You can follow this conversation by subscribing to the comment feed for this post.

There are two types of people:

1) Bayesians
2) People who don't yet know that they're Bayesians

Frances,

While I agree in general, and almost wrote about this paper on StatsChat, I think the '95% accuracy' is not as bad as that. They are using it to describe the area under the Receiver Operating Characteristic curve. Guessing without information other than sample prevalences would give an AUC of 0.5. An AUC of 0.95 is pretty good: if you had one person from each group, the score underlying the classifier would be higher for the gay person 95% of the time.

Since I'm not on Facebook I couldn't get information about how reliable their sexual orientation data were -- I'm not surprised it's bad.

Even after closing the member loophole, PNAS publishes some truly unimpressive data analysis -- did you see the great ape midlife crisis, last year, when the researchers seem to have mistaken a nonlinear decline for a U shape?

Sorry, I misread the graph, but AUC of 0.65 for sexual orientation is still not bad, if the data had been right.

Thomas - thanks for commenting. I'd be interested in hearing more on your take on the paper.

In their paper, they say "Fig. 2 shows the prediction accuracy of dichotomous variables expressed in terms of the area under the receiver-operating characteristic curve (AUC), which is equivalent to the probability of correctly classifying two randomly
selected users one from each class (e.g., male and female)"

What i want to know is the probability is correctly classifying a straight person as straight, and a gay or lesbian person as gay or lesbian. Do you know if it's possible to infer those numbers from the info that's given in the paper?

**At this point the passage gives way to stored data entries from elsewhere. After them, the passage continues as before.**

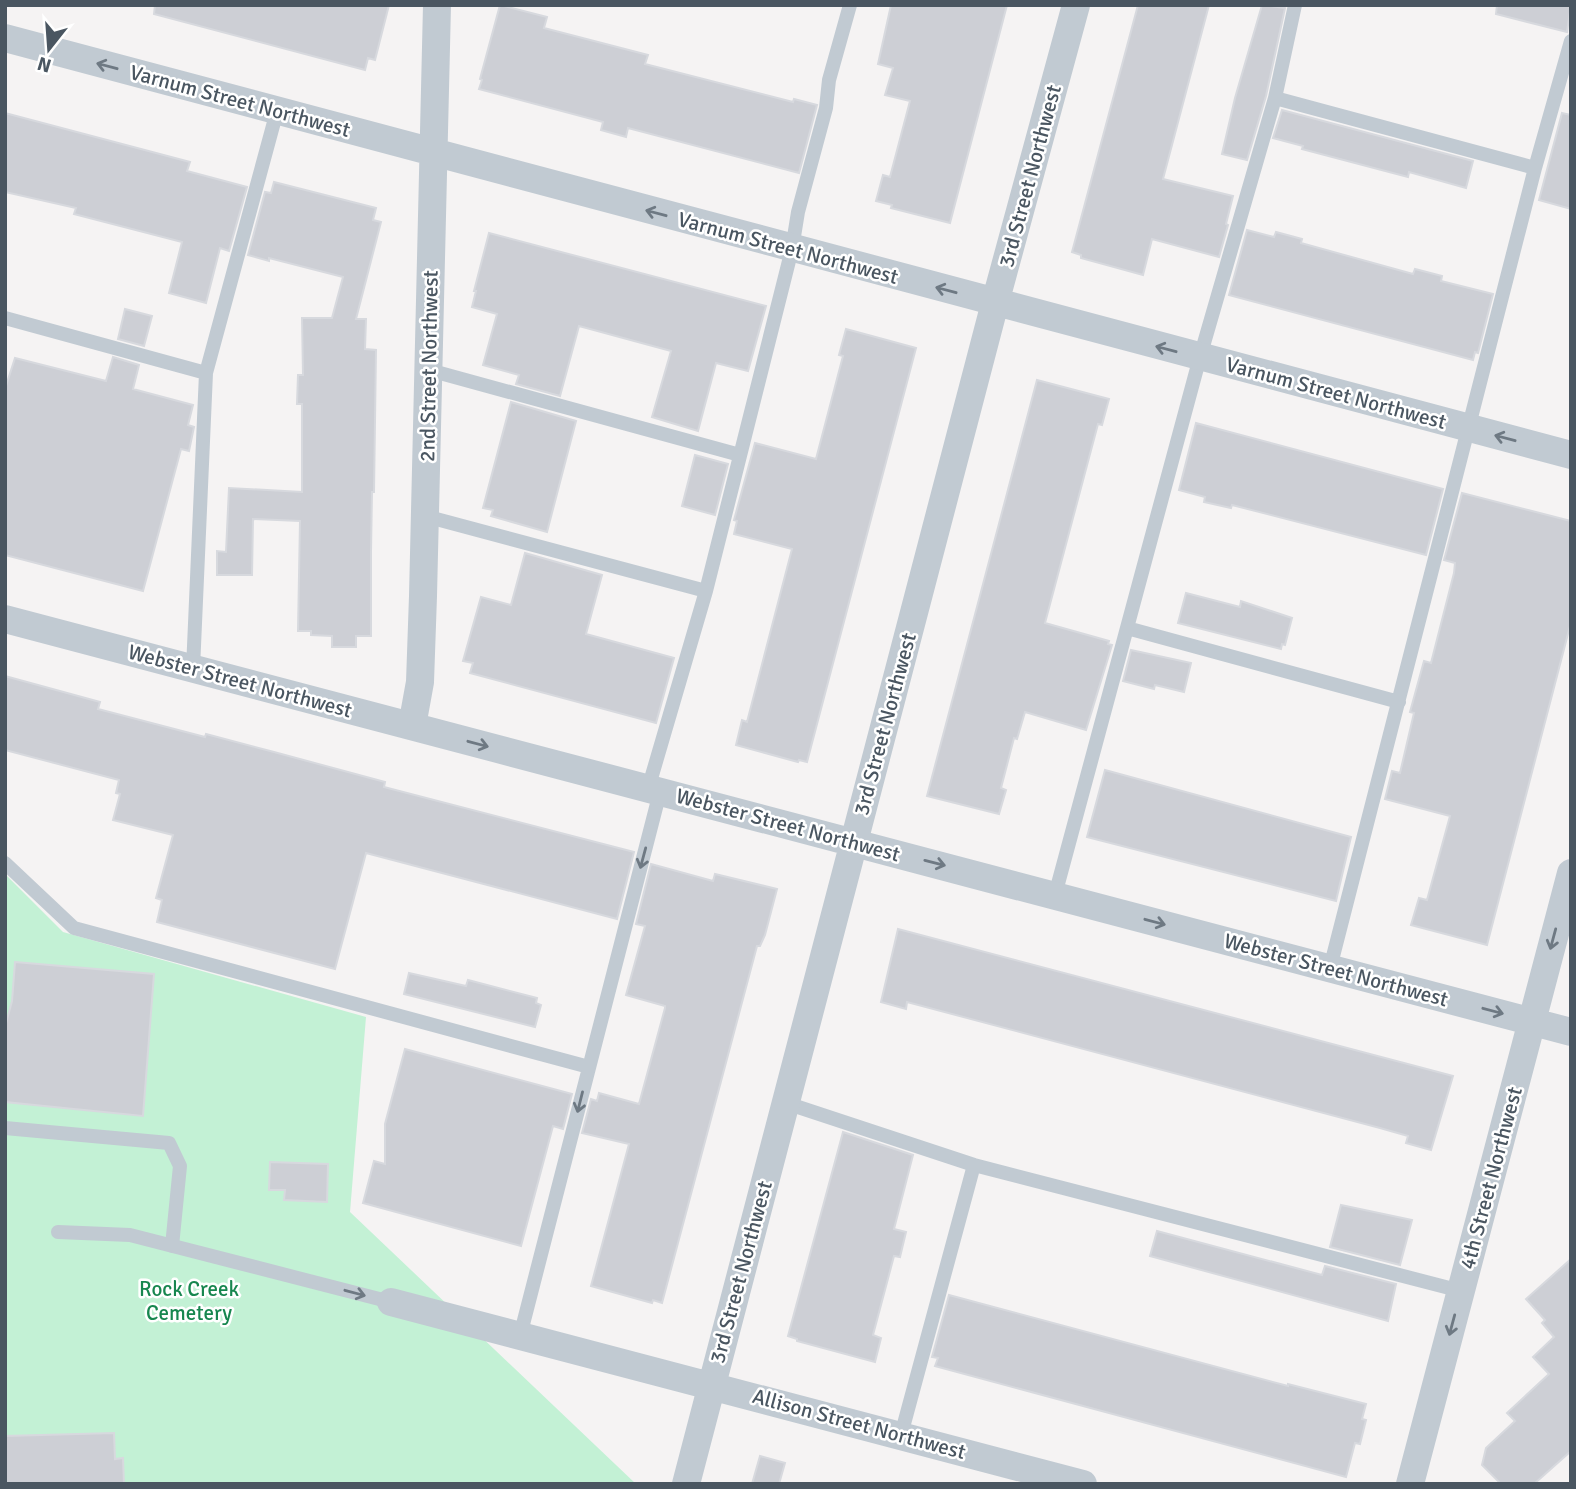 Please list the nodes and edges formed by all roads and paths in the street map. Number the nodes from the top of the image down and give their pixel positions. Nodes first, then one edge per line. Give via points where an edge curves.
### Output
1 (437, 5) edge
2 (850, 5) edge
3 (1076, 5) edge
4 (1295, 5) edge
5 (5, 38) edge
6 (1571, 41) edge
7 (1275, 98) junction
8 (277, 111) junction
9 (433, 153) junction
10 (1535, 168) junction
11 (792, 249) junction
12 (995, 303) junction
13 (5, 318) edge
14 (1200, 358) junction
15 (429, 370) junction
16 (206, 373) junction
17 (1470, 429) junction
18 (740, 455) junction
19 (1571, 455) edge
20 (425, 516) junction
21 (706, 591) junction
22 (5, 619) edge
23 (1127, 628) junction
24 (193, 669) junction
25 (1399, 702) junction
26 (412, 726) junction
27 (654, 790) junction
28 (855, 843) junction
29 (5, 863) edge
30 (1571, 873) edge
31 (1055, 895) junction
32 (1330, 968) junction
33 (1532, 1022) junction
34 (1571, 1032) edge
35 (589, 1067) junction
36 (786, 1103) junction
37 (5, 1128) edge
38 (974, 1165) junction
39 (58, 1232) dead end
40 (172, 1246) junction
41 (1461, 1291) junction
42 (403, 1305) joint
43 (520, 1336) junction
44 (711, 1385) junction
45 (901, 1435) junction
46 (687, 1484) edge
47 (1083, 1484) edge
48 (1410, 1484) edge

1 - 9 street, 2nd Street Northwest
2 - 11 lane
3 - 12 street, 3rd Street Northwest
4 - 7 lane
8 -> 5 street, Varnum Street Northwest
6 - 10 lane
7 - 10 lane
7 - 14 lane
8 - 9 street, Varnum Street Northwest
8 - 16 lane
11 -> 9 street, Varnum Street Northwest
9 - 15 street, 2nd Street Northwest
10 - 17 lane
12 -> 11 street, Varnum Street Northwest
11 - 18 lane
14 -> 12 street, Varnum Street Northwest
12 - 28 street, 3rd Street Northwest
13 - 16 lane
14 - 17 street, Varnum Street Northwest
14 - 23 lane
15 - 18 lane
15 - 20 street, 2nd Street Northwest
16 - 24 lane
19 -> 17 street, Varnum Street Northwest
17 - 25 lane
18 - 21 lane
20 - 21 lane
20 - 26 street, 2nd Street Northwest via 420,682
21 - 27 lane
22 - 24 street, Webster Street Northwest
23 - 25 lane
23 - 31 lane
24 - 26 street, Webster Street Northwest
25 - 32 lane
26 -> 27 street, Webster Street Northwest
27 - 28 street, Webster Street Northwest
27 -> 35 lane
28 -> 31 street, Webster Street Northwest
28 - 36 street, 3rd Street Northwest
29 - 35 lane via 74,928
30 -> 33 street, 4th Street Northwest
31 -> 32 street, Webster Street Northwest
32 -> 33 street, Webster Street Northwest
33 - 34 street, Webster Street Northwest
33 - 41 street, 4th Street Northwest
35 -> 43 lane
36 - 38 lane
36 - 44 street, 3rd Street Northwest
37 - 40 lane via 169,1143 180,1166
38 - 41 lane
38 - 45 lane
39 - 40 lane via 130,1235
40 -> 42 lane
41 -> 48 street, 4th Street Northwest
42 - 43 street, Allison Street Northwest
43 - 44 street, Allison Street Northwest
44 - 45 street, Allison Street Northwest
44 - 46 street, 3rd Street Northwest
45 - 47 street, Allison Street Northwest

The vast majority of my statistical work is frequentist but one must be very careful to choose ones words. The fair, non-Bayseian way to do this is to report the number of gay people you identify as gay and straight and the same for the straight people. Without those four quadrants this sort of analysis is useless.

Or use Bayes theorem. Of course, the last time I used Bayes theorem for this purpose my prior was way wrong ;)

Point of clarification (sorry if I'm being dense). In describing the results for dichotomous variables the original paper says AUC "is equivalent to the probability of correctly classifying two randomly selected users one from each class". I take this to mean that, for example, in the case of sexual orientation:

Prob(Model correctly identifies sexual orientation|Subject is straight) X Prob(Model correctly identifies sexual orientation|Subject is gay) = 0.88.

Is this correct?

That description of AUC from the paper is incomplete; it confuses the prediction score and the prediction. I don't think they actually did any predictions.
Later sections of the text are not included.